PROVIDED MATERIAL section start

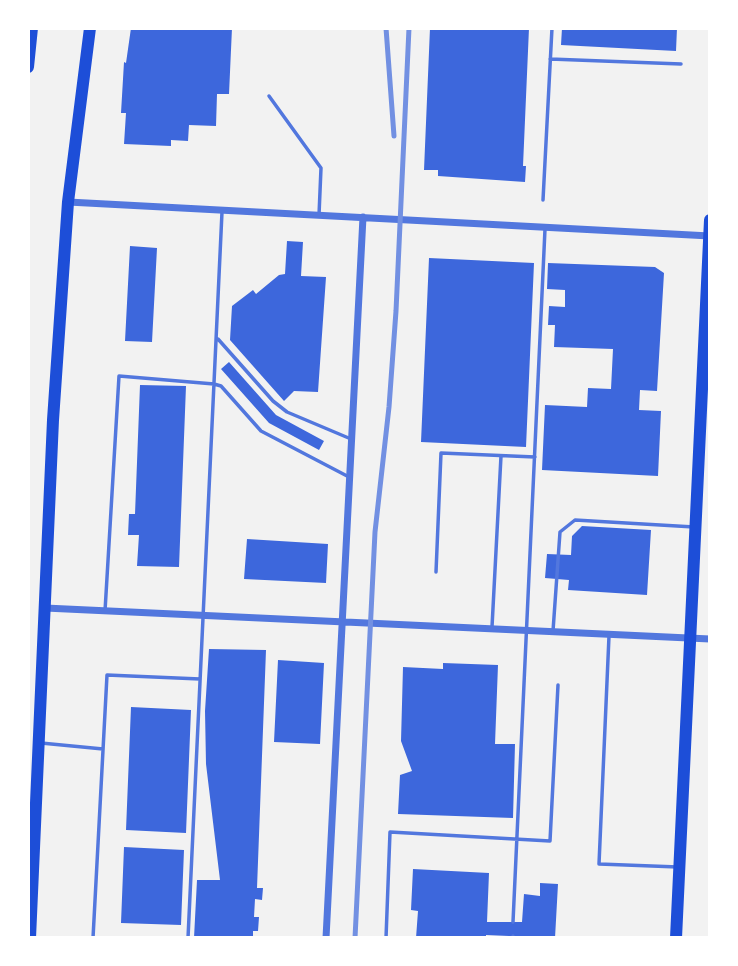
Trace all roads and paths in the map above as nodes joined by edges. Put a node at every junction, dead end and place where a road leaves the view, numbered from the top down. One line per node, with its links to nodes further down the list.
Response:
1 (32, 28): 6 (main road)
2 (90, 28): 9 (main road)
3 (552, 28): 4 (lane)
4 (550, 59): 5 (lane); 8 (lane)
5 (681, 64)
6 (28, 66)
7 (269, 96): 11 (lane)
8 (543, 200)
9 (68, 202): 10 (street); 24 (main road)
10 (222, 210): 11 (street); 16 (lane)
11 (319, 215): 12 (street)
12 (363, 217): 14 (street); 18 (street)
13 (710, 220): 15 (main road)
14 (545, 227): 15 (street); 20 (lane)
15 (710, 236): 22 (main road)
16 (216, 337): 17 (lane); 18 (lane)
17 (214, 384): 21 (lane); 25 (lane); 26 (lane)
18 (351, 439): 21 (street)
19 (501, 455): 20 (lane); 23 (lane); 28 (lane)
20 (536, 457): 29 (lane)
21 (349, 477): 27 (street)
22 (696, 527): 30 (lane); 32 (main road)
23 (436, 572)
24 (45, 608): 25 (street); 36 (main road)
25 (105, 611): 26 (street)
26 (203, 617): 27 (street); 34 (lane)
27 (341, 623): 28 (street); 44 (street)
28 (492, 629): 29 (street)
29 (528, 630): 30 (street); 38 (lane)
30 (553, 631): 31 (street)
31 (609, 634): 32 (street); 39 (lane)
32 (691, 638): 33 (street); 39 (main road)
33 (710, 639)
34 (200, 679): 37 (lane); 43 (lane)
35 (558, 685): 38 (lane)
36 (39, 743): 37 (lane); 41 (main road)
37 (103, 749): 42 (lane)
38 (518, 839): 40 (lane); 45 (lane)
39 (679, 867): 46 (main road)
40 (513, 922)
41 (30, 938)
42 (93, 938)
43 (188, 938)
44 (326, 938)
45 (386, 938)
46 (676, 938)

PROVIDED MATERIAL section end

= WHAT IS EXPECTED =
Report every line in the listing that holds the word "main".

= SOLVED EXERCISE =
1 (32, 28): 6 (main road)
2 (90, 28): 9 (main road)
9 (68, 202): 10 (street); 24 (main road)
13 (710, 220): 15 (main road)
15 (710, 236): 22 (main road)
22 (696, 527): 30 (lane); 32 (main road)
24 (45, 608): 25 (street); 36 (main road)
32 (691, 638): 33 (street); 39 (main road)
36 (39, 743): 37 (lane); 41 (main road)
39 (679, 867): 46 (main road)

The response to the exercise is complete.